(Extracted data entries)
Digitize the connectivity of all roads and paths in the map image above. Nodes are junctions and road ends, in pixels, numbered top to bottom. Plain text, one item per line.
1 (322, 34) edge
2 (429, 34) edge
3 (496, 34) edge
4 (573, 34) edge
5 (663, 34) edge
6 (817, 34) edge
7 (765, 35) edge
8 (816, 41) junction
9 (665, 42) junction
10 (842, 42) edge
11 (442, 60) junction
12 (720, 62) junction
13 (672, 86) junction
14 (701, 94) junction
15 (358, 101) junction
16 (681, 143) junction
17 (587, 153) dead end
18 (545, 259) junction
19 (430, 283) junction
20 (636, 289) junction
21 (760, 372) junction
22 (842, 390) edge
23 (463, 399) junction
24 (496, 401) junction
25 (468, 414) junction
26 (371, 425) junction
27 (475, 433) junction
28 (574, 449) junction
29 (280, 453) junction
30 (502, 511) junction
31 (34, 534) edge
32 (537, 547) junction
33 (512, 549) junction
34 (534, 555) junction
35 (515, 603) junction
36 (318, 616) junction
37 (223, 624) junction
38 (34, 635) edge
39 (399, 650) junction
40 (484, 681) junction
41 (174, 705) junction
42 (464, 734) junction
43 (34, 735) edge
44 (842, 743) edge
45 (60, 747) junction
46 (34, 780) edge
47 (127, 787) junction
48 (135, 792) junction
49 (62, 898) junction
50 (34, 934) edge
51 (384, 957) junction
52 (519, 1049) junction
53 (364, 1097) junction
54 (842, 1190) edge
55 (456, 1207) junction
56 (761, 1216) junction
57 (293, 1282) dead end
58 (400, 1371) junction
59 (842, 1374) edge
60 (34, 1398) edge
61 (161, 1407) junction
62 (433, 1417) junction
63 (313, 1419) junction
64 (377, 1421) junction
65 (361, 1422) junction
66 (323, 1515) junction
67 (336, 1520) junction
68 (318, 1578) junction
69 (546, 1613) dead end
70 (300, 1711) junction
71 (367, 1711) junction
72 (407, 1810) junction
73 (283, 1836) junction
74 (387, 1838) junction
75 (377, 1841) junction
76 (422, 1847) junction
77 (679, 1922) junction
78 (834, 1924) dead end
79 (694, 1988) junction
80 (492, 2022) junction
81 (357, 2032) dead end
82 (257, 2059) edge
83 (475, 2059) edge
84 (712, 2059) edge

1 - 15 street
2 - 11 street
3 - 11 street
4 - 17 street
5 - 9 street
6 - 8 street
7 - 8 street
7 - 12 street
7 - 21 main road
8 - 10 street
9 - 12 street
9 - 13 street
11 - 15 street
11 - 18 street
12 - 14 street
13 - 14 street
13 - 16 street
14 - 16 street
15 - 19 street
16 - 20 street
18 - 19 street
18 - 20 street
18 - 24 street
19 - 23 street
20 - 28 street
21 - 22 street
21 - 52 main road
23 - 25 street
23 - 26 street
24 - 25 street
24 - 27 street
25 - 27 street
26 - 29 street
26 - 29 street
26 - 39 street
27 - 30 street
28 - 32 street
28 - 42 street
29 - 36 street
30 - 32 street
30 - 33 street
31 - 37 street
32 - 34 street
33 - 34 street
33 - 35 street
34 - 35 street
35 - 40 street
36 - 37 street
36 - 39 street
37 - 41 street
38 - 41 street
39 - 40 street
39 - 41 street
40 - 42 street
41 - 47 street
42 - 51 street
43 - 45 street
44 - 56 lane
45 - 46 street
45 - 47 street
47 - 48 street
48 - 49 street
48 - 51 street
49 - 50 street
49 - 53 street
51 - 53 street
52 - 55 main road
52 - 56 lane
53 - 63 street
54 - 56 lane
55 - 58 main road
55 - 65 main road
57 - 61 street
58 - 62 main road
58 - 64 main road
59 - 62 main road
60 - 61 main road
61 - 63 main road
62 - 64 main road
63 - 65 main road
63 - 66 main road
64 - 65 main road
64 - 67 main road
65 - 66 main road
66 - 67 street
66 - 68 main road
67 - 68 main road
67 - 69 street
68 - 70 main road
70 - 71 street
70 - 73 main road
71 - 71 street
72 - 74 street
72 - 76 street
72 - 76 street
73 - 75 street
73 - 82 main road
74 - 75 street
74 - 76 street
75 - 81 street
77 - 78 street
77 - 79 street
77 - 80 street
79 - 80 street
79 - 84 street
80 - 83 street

Work required:
Lines that include the word "dead" — how many are there in the data? Answer with the number alone.

Answer space:
5